Kiran Kedlaya; University of California, San Diego

adapted from lectures by William Stein, University of Washington

** Lecture 19: Combinatorics (part 2): Graphs **

Announcement: next week, my office hours will take place Monday 3-4; Zonglin's office hours will take place Tuesday 10-12.

Also, to answer a question from last time: there is indeed support for integer linear programming in Sage (i.e., finding integer solutions of linear equations which optimize other linear constraints). See http://doc.sagemath.org/html/en/reference/numerical/sage/numerical/mip.html.

In combinatorics, a graph is not the plot of a function; it is a mathematical abstraction of a network.

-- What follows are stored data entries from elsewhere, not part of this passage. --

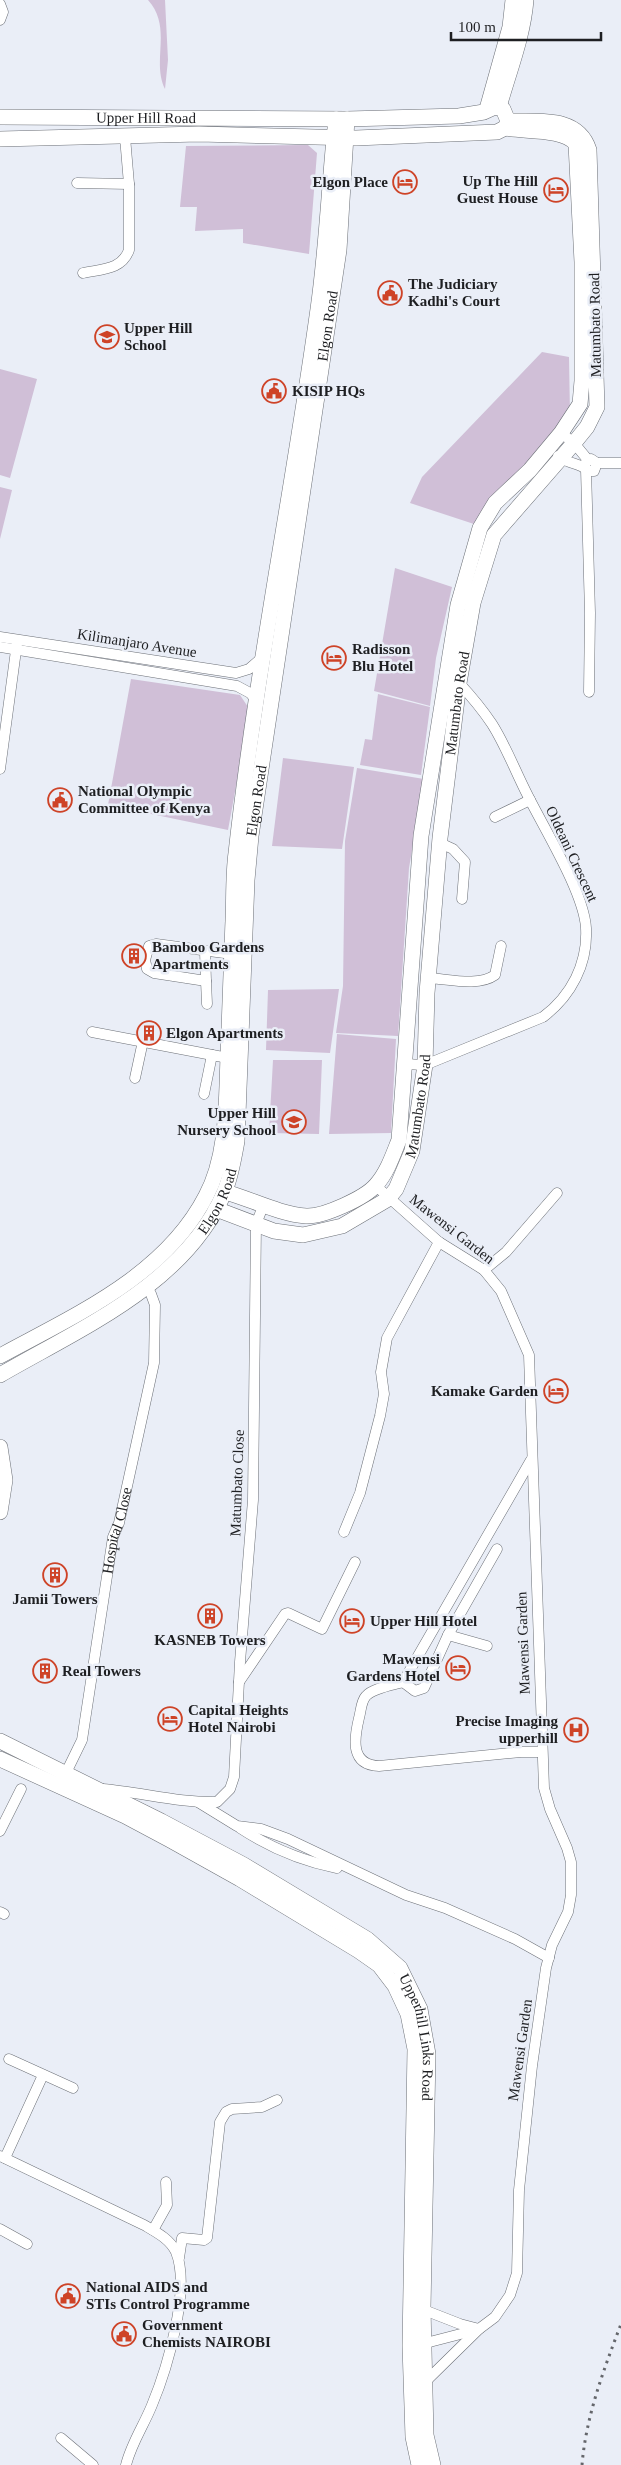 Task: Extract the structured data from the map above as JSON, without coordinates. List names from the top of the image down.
{
  "streets": {
    "street": [
      "Upper Hill Road",
      "Matumbato Road",
      "Elgon Road",
      "Kilimanjaro Avenue",
      "Oldeani Crescent",
      "Mawensi Garden",
      "Matumbato Close",
      "Hospital Close",
      "Upperhill Links Road"
    ]
  },
  "crossings": [
    ["Upper Hill Road", "Matumbato Road"],
    ["Upper Hill Road", "Elgon Road"],
    ["Matumbato Road", "Elgon Road"],
    ["Matumbato Road", "Oldeani Crescent"],
    ["Matumbato Road", "Mawensi Garden"],
    ["Matumbato Road", "Matumbato Close"],
    ["Elgon Road", "Kilimanjaro Avenue"],
    ["Elgon Road", "Hospital Close"],
    ["Mawensi Garden", "Upperhill Links Road"],
    ["Hospital Close", "Upperhill Links Road"]
  ],
  "places": {
    "hotel": [
      "Elgon Place",
      "Up The Hill Guest House",
      "Radisson Blu Hotel",
      "Kamake Garden",
      "Upper Hill Hotel",
      "Mawensi Gardens Hotel",
      "Capital Heights Hotel Nairobi"
    ],
    "public building": [
      "The Judiciary Kadhi's Court",
      "KISIP HQs",
      "National Olympic Committee of Kenya",
      "National AIDS and STIs Control Programme",
      "Government Chemists NAIROBI"
    ],
    "school or university": ["Upper Hill School", "Upper Hill Nursery School"],
    "building": [
      "Bamboo Gardens Apartments",
      "Elgon Apartments",
      "Jamii Towers",
      "KASNEB Towers",
      "Real Towers"
    ],
    "hospital": ["Precise Imaging upperhill"]
  },
  "scale_bar": "100 m"
}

It consists of a (usually finite) set of vertices, together with a collection of unordered pairs of vertices called edges.

How does this concept arise naturally? https://en.wikipedia.org/wiki/Graph_theory

There are many ways to construct a graph in Sage. Perhaps the easiest one is to specify a list of pairs of vertices (letting Sage guess what the vertices are).

G = Graph([(0,2), (1,3), (2,4), (1,4), (2,5)]) G.plot()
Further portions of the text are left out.